##### Exercise data #####

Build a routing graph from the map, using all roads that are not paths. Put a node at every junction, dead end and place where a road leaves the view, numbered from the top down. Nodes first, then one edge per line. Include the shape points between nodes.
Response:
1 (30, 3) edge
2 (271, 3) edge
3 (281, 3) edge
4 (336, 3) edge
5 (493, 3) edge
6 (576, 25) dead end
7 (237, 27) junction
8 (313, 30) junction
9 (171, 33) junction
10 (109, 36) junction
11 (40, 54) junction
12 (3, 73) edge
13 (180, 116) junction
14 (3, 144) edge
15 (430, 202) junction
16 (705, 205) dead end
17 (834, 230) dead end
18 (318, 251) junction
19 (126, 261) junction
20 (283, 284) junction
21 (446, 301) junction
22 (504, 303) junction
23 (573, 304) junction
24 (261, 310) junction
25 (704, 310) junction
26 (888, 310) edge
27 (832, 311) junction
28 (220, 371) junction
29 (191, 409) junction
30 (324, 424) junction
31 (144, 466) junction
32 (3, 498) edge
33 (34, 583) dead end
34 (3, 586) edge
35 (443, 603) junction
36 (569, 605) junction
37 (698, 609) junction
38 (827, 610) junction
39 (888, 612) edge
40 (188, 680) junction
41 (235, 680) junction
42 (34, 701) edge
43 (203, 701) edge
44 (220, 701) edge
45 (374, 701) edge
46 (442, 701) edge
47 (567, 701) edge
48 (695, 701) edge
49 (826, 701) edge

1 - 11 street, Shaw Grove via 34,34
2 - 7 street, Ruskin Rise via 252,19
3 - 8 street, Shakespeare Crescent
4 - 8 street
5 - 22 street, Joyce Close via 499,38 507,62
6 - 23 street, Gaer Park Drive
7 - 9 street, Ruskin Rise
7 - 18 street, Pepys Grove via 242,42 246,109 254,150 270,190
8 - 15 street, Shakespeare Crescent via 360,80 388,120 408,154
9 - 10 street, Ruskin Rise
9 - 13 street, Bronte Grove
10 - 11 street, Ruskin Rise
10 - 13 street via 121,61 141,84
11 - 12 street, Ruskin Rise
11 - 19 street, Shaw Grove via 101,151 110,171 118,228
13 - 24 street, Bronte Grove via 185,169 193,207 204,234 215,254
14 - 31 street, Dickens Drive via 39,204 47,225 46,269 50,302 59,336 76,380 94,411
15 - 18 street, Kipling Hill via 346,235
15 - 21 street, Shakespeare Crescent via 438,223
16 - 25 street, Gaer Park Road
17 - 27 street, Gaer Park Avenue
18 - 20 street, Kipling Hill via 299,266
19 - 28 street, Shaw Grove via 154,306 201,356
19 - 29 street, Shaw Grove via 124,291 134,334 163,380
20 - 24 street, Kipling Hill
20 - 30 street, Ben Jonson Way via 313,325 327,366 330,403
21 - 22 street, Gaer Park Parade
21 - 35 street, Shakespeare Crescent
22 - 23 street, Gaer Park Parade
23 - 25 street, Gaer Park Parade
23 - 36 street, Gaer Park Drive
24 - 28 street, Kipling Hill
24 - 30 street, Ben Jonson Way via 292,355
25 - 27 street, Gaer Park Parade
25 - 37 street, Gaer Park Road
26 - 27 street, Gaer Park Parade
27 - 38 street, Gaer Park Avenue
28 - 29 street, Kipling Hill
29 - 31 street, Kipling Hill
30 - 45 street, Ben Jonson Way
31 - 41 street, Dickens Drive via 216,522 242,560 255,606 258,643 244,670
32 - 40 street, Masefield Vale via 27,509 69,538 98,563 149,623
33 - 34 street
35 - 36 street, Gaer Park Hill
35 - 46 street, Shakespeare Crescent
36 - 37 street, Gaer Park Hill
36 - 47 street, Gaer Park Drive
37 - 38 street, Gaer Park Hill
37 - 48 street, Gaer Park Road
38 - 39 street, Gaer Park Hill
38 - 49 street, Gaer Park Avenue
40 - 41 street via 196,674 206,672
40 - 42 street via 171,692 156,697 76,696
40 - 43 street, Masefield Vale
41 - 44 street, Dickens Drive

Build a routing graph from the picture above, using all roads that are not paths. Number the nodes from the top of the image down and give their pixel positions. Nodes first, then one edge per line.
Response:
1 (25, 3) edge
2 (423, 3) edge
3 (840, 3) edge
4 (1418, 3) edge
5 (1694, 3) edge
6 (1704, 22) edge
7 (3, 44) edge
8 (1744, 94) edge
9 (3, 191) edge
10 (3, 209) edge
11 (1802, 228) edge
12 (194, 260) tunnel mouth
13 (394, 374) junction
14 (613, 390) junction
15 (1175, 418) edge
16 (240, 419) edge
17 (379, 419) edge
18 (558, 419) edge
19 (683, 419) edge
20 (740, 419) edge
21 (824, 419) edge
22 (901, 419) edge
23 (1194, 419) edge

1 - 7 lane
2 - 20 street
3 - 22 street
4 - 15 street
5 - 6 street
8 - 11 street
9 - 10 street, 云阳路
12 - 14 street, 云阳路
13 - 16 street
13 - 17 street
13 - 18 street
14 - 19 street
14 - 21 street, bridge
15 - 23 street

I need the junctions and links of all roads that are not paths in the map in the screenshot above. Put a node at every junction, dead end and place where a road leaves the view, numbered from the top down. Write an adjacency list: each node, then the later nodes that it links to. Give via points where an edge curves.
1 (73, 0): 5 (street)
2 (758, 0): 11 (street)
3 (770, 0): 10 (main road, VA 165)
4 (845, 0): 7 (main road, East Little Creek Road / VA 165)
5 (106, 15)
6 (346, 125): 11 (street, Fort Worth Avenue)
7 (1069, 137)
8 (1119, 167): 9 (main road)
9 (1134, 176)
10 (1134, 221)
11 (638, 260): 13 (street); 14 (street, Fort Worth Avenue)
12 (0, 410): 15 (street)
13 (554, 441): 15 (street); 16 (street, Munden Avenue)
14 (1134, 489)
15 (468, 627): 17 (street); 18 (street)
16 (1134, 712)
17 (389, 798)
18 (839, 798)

#####

=== Problem statement ===
An exact copy of every line above, start to finish, is required.

=== Result of the task ===
Build a routing graph from the map, using all roads that are not paths. Put a node at every junction, dead end and place where a road leaves the view, numbered from the top down. Nodes first, then one edge per line. Include the shape points between nodes.
Response:
1 (30, 3) edge
2 (271, 3) edge
3 (281, 3) edge
4 (336, 3) edge
5 (493, 3) edge
6 (576, 25) dead end
7 (237, 27) junction
8 (313, 30) junction
9 (171, 33) junction
10 (109, 36) junction
11 (40, 54) junction
12 (3, 73) edge
13 (180, 116) junction
14 (3, 144) edge
15 (430, 202) junction
16 (705, 205) dead end
17 (834, 230) dead end
18 (318, 251) junction
19 (126, 261) junction
20 (283, 284) junction
21 (446, 301) junction
22 (504, 303) junction
23 (573, 304) junction
24 (261, 310) junction
25 (704, 310) junction
26 (888, 310) edge
27 (832, 311) junction
28 (220, 371) junction
29 (191, 409) junction
30 (324, 424) junction
31 (144, 466) junction
32 (3, 498) edge
33 (34, 583) dead end
34 (3, 586) edge
35 (443, 603) junction
36 (569, 605) junction
37 (698, 609) junction
38 (827, 610) junction
39 (888, 612) edge
40 (188, 680) junction
41 (235, 680) junction
42 (34, 701) edge
43 (203, 701) edge
44 (220, 701) edge
45 (374, 701) edge
46 (442, 701) edge
47 (567, 701) edge
48 (695, 701) edge
49 (826, 701) edge

1 - 11 street, Shaw Grove via 34,34
2 - 7 street, Ruskin Rise via 252,19
3 - 8 street, Shakespeare Crescent
4 - 8 street
5 - 22 street, Joyce Close via 499,38 507,62
6 - 23 street, Gaer Park Drive
7 - 9 street, Ruskin Rise
7 - 18 street, Pepys Grove via 242,42 246,109 254,150 270,190
8 - 15 street, Shakespeare Crescent via 360,80 388,120 408,154
9 - 10 street, Ruskin Rise
9 - 13 street, Bronte Grove
10 - 11 street, Ruskin Rise
10 - 13 street via 121,61 141,84
11 - 12 street, Ruskin Rise
11 - 19 street, Shaw Grove via 101,151 110,171 118,228
13 - 24 street, Bronte Grove via 185,169 193,207 204,234 215,254
14 - 31 street, Dickens Drive via 39,204 47,225 46,269 50,302 59,336 76,380 94,411
15 - 18 street, Kipling Hill via 346,235
15 - 21 street, Shakespeare Crescent via 438,223
16 - 25 street, Gaer Park Road
17 - 27 street, Gaer Park Avenue
18 - 20 street, Kipling Hill via 299,266
19 - 28 street, Shaw Grove via 154,306 201,356
19 - 29 street, Shaw Grove via 124,291 134,334 163,380
20 - 24 street, Kipling Hill
20 - 30 street, Ben Jonson Way via 313,325 327,366 330,403
21 - 22 street, Gaer Park Parade
21 - 35 street, Shakespeare Crescent
22 - 23 street, Gaer Park Parade
23 - 25 street, Gaer Park Parade
23 - 36 street, Gaer Park Drive
24 - 28 street, Kipling Hill
24 - 30 street, Ben Jonson Way via 292,355
25 - 27 street, Gaer Park Parade
25 - 37 street, Gaer Park Road
26 - 27 street, Gaer Park Parade
27 - 38 street, Gaer Park Avenue
28 - 29 street, Kipling Hill
29 - 31 street, Kipling Hill
30 - 45 street, Ben Jonson Way
31 - 41 street, Dickens Drive via 216,522 242,560 255,606 258,643 244,670
32 - 40 street, Masefield Vale via 27,509 69,538 98,563 149,623
33 - 34 street
35 - 36 street, Gaer Park Hill
35 - 46 street, Shakespeare Crescent
36 - 37 street, Gaer Park Hill
36 - 47 street, Gaer Park Drive
37 - 38 street, Gaer Park Hill
37 - 48 street, Gaer Park Road
38 - 39 street, Gaer Park Hill
38 - 49 street, Gaer Park Avenue
40 - 41 street via 196,674 206,672
40 - 42 street via 171,692 156,697 76,696
40 - 43 street, Masefield Vale
41 - 44 street, Dickens Drive

Build a routing graph from the picture above, using all roads that are not paths. Number the nodes from the top of the image down and give their pixel positions. Nodes first, then one edge per line.
Response:
1 (25, 3) edge
2 (423, 3) edge
3 (840, 3) edge
4 (1418, 3) edge
5 (1694, 3) edge
6 (1704, 22) edge
7 (3, 44) edge
8 (1744, 94) edge
9 (3, 191) edge
10 (3, 209) edge
11 (1802, 228) edge
12 (194, 260) tunnel mouth
13 (394, 374) junction
14 (613, 390) junction
15 (1175, 418) edge
16 (240, 419) edge
17 (379, 419) edge
18 (558, 419) edge
19 (683, 419) edge
20 (740, 419) edge
21 (824, 419) edge
22 (901, 419) edge
23 (1194, 419) edge

1 - 7 lane
2 - 20 street
3 - 22 street
4 - 15 street
5 - 6 street
8 - 11 street
9 - 10 street, 云阳路
12 - 14 street, 云阳路
13 - 16 street
13 - 17 street
13 - 18 street
14 - 19 street
14 - 21 street, bridge
15 - 23 street

I need the junctions and links of all roads that are not paths in the map in the screenshot above. Put a node at every junction, dead end and place where a road leaves the view, numbered from the top down. Write an adjacency list: each node, then the later nodes that it links to. Give via points where an edge curves.
1 (73, 0): 5 (street)
2 (758, 0): 11 (street)
3 (770, 0): 10 (main road, VA 165)
4 (845, 0): 7 (main road, East Little Creek Road / VA 165)
5 (106, 15)
6 (346, 125): 11 (street, Fort Worth Avenue)
7 (1069, 137)
8 (1119, 167): 9 (main road)
9 (1134, 176)
10 (1134, 221)
11 (638, 260): 13 (street); 14 (street, Fort Worth Avenue)
12 (0, 410): 15 (street)
13 (554, 441): 15 (street); 16 (street, Munden Avenue)
14 (1134, 489)
15 (468, 627): 17 (street); 18 (street)
16 (1134, 712)
17 (389, 798)
18 (839, 798)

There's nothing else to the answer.